## What this task involves
Would it be possible to reproduce every entry exactly, please?

[Collected data entries]
>>>
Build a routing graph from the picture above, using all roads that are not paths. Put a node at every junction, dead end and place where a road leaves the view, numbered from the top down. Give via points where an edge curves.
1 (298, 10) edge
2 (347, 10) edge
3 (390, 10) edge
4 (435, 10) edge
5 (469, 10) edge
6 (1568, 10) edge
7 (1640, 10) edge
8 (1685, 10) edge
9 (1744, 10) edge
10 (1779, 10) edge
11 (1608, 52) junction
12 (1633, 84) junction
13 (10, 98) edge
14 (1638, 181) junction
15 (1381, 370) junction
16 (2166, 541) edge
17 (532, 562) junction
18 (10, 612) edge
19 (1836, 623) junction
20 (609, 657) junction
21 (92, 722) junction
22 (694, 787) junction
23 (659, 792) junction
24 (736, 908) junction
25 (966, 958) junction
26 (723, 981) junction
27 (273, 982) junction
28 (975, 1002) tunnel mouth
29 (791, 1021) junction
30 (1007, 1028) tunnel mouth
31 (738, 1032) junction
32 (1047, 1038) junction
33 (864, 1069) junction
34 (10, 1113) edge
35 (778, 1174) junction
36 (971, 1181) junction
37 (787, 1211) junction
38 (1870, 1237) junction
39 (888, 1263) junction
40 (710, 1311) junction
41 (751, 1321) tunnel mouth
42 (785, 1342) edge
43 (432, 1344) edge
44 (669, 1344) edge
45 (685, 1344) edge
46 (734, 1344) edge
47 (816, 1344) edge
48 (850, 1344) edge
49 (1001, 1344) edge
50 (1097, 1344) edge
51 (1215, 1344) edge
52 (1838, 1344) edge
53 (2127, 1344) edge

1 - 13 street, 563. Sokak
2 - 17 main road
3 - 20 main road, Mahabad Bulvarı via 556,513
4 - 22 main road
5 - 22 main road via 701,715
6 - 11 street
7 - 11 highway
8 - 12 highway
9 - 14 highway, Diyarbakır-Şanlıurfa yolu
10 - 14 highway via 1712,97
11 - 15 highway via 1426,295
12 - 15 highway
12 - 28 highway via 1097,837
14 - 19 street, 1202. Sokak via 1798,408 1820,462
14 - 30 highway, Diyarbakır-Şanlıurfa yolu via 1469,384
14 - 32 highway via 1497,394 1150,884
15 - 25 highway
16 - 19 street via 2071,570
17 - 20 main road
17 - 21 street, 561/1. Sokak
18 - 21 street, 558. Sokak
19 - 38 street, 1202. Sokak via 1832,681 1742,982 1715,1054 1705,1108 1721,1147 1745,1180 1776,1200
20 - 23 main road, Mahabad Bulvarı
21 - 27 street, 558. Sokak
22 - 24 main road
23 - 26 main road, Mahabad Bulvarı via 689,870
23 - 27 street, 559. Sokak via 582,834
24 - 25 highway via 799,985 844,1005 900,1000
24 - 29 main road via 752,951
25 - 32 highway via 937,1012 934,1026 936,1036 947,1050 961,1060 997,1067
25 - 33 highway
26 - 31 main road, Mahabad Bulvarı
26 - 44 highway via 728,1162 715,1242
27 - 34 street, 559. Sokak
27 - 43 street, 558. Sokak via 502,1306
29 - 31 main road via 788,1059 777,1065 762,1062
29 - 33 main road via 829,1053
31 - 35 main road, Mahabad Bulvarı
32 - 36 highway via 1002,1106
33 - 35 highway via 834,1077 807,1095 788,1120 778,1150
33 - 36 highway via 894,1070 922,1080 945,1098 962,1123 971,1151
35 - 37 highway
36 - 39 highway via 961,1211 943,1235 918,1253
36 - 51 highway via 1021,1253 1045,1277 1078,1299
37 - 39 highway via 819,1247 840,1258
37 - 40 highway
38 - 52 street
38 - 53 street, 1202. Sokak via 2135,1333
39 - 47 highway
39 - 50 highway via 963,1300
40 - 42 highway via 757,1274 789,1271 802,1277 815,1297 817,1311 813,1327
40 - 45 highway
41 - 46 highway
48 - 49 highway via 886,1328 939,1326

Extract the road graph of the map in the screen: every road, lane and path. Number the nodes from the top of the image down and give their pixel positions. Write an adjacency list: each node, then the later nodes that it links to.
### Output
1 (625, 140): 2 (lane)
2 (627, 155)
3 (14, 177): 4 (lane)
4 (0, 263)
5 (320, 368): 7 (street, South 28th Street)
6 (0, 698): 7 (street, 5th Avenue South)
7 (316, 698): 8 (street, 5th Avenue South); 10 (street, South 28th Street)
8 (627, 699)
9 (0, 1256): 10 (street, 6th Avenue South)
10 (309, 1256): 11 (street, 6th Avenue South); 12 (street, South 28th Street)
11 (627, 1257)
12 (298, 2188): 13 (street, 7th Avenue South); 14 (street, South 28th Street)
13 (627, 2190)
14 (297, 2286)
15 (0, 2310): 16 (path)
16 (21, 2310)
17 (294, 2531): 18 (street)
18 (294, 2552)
<<<
## Response
Build a routing graph from the picture above, using all roads that are not paths. Put a node at every junction, dead end and place where a road leaves the view, numbered from the top down. Give via points where an edge curves.
1 (298, 10) edge
2 (347, 10) edge
3 (390, 10) edge
4 (435, 10) edge
5 (469, 10) edge
6 (1568, 10) edge
7 (1640, 10) edge
8 (1685, 10) edge
9 (1744, 10) edge
10 (1779, 10) edge
11 (1608, 52) junction
12 (1633, 84) junction
13 (10, 98) edge
14 (1638, 181) junction
15 (1381, 370) junction
16 (2166, 541) edge
17 (532, 562) junction
18 (10, 612) edge
19 (1836, 623) junction
20 (609, 657) junction
21 (92, 722) junction
22 (694, 787) junction
23 (659, 792) junction
24 (736, 908) junction
25 (966, 958) junction
26 (723, 981) junction
27 (273, 982) junction
28 (975, 1002) tunnel mouth
29 (791, 1021) junction
30 (1007, 1028) tunnel mouth
31 (738, 1032) junction
32 (1047, 1038) junction
33 (864, 1069) junction
34 (10, 1113) edge
35 (778, 1174) junction
36 (971, 1181) junction
37 (787, 1211) junction
38 (1870, 1237) junction
39 (888, 1263) junction
40 (710, 1311) junction
41 (751, 1321) tunnel mouth
42 (785, 1342) edge
43 (432, 1344) edge
44 (669, 1344) edge
45 (685, 1344) edge
46 (734, 1344) edge
47 (816, 1344) edge
48 (850, 1344) edge
49 (1001, 1344) edge
50 (1097, 1344) edge
51 (1215, 1344) edge
52 (1838, 1344) edge
53 (2127, 1344) edge

1 - 13 street, 563. Sokak
2 - 17 main road
3 - 20 main road, Mahabad Bulvarı via 556,513
4 - 22 main road
5 - 22 main road via 701,715
6 - 11 street
7 - 11 highway
8 - 12 highway
9 - 14 highway, Diyarbakır-Şanlıurfa yolu
10 - 14 highway via 1712,97
11 - 15 highway via 1426,295
12 - 15 highway
12 - 28 highway via 1097,837
14 - 19 street, 1202. Sokak via 1798,408 1820,462
14 - 30 highway, Diyarbakır-Şanlıurfa yolu via 1469,384
14 - 32 highway via 1497,394 1150,884
15 - 25 highway
16 - 19 street via 2071,570
17 - 20 main road
17 - 21 street, 561/1. Sokak
18 - 21 street, 558. Sokak
19 - 38 street, 1202. Sokak via 1832,681 1742,982 1715,1054 1705,1108 1721,1147 1745,1180 1776,1200
20 - 23 main road, Mahabad Bulvarı
21 - 27 street, 558. Sokak
22 - 24 main road
23 - 26 main road, Mahabad Bulvarı via 689,870
23 - 27 street, 559. Sokak via 582,834
24 - 25 highway via 799,985 844,1005 900,1000
24 - 29 main road via 752,951
25 - 32 highway via 937,1012 934,1026 936,1036 947,1050 961,1060 997,1067
25 - 33 highway
26 - 31 main road, Mahabad Bulvarı
26 - 44 highway via 728,1162 715,1242
27 - 34 street, 559. Sokak
27 - 43 street, 558. Sokak via 502,1306
29 - 31 main road via 788,1059 777,1065 762,1062
29 - 33 main road via 829,1053
31 - 35 main road, Mahabad Bulvarı
32 - 36 highway via 1002,1106
33 - 35 highway via 834,1077 807,1095 788,1120 778,1150
33 - 36 highway via 894,1070 922,1080 945,1098 962,1123 971,1151
35 - 37 highway
36 - 39 highway via 961,1211 943,1235 918,1253
36 - 51 highway via 1021,1253 1045,1277 1078,1299
37 - 39 highway via 819,1247 840,1258
37 - 40 highway
38 - 52 street
38 - 53 street, 1202. Sokak via 2135,1333
39 - 47 highway
39 - 50 highway via 963,1300
40 - 42 highway via 757,1274 789,1271 802,1277 815,1297 817,1311 813,1327
40 - 45 highway
41 - 46 highway
48 - 49 highway via 886,1328 939,1326

Extract the road graph of the map in the screen: every road, lane and path. Number the nodes from the top of the image down and give their pixel positions. Write an adjacency list: each node, then the later nodes that it links to.
### Output
1 (625, 140): 2 (lane)
2 (627, 155)
3 (14, 177): 4 (lane)
4 (0, 263)
5 (320, 368): 7 (street, South 28th Street)
6 (0, 698): 7 (street, 5th Avenue South)
7 (316, 698): 8 (street, 5th Avenue South); 10 (street, South 28th Street)
8 (627, 699)
9 (0, 1256): 10 (street, 6th Avenue South)
10 (309, 1256): 11 (street, 6th Avenue South); 12 (street, South 28th Street)
11 (627, 1257)
12 (298, 2188): 13 (street, 7th Avenue South); 14 (street, South 28th Street)
13 (627, 2190)
14 (297, 2286)
15 (0, 2310): 16 (path)
16 (21, 2310)
17 (294, 2531): 18 (street)
18 (294, 2552)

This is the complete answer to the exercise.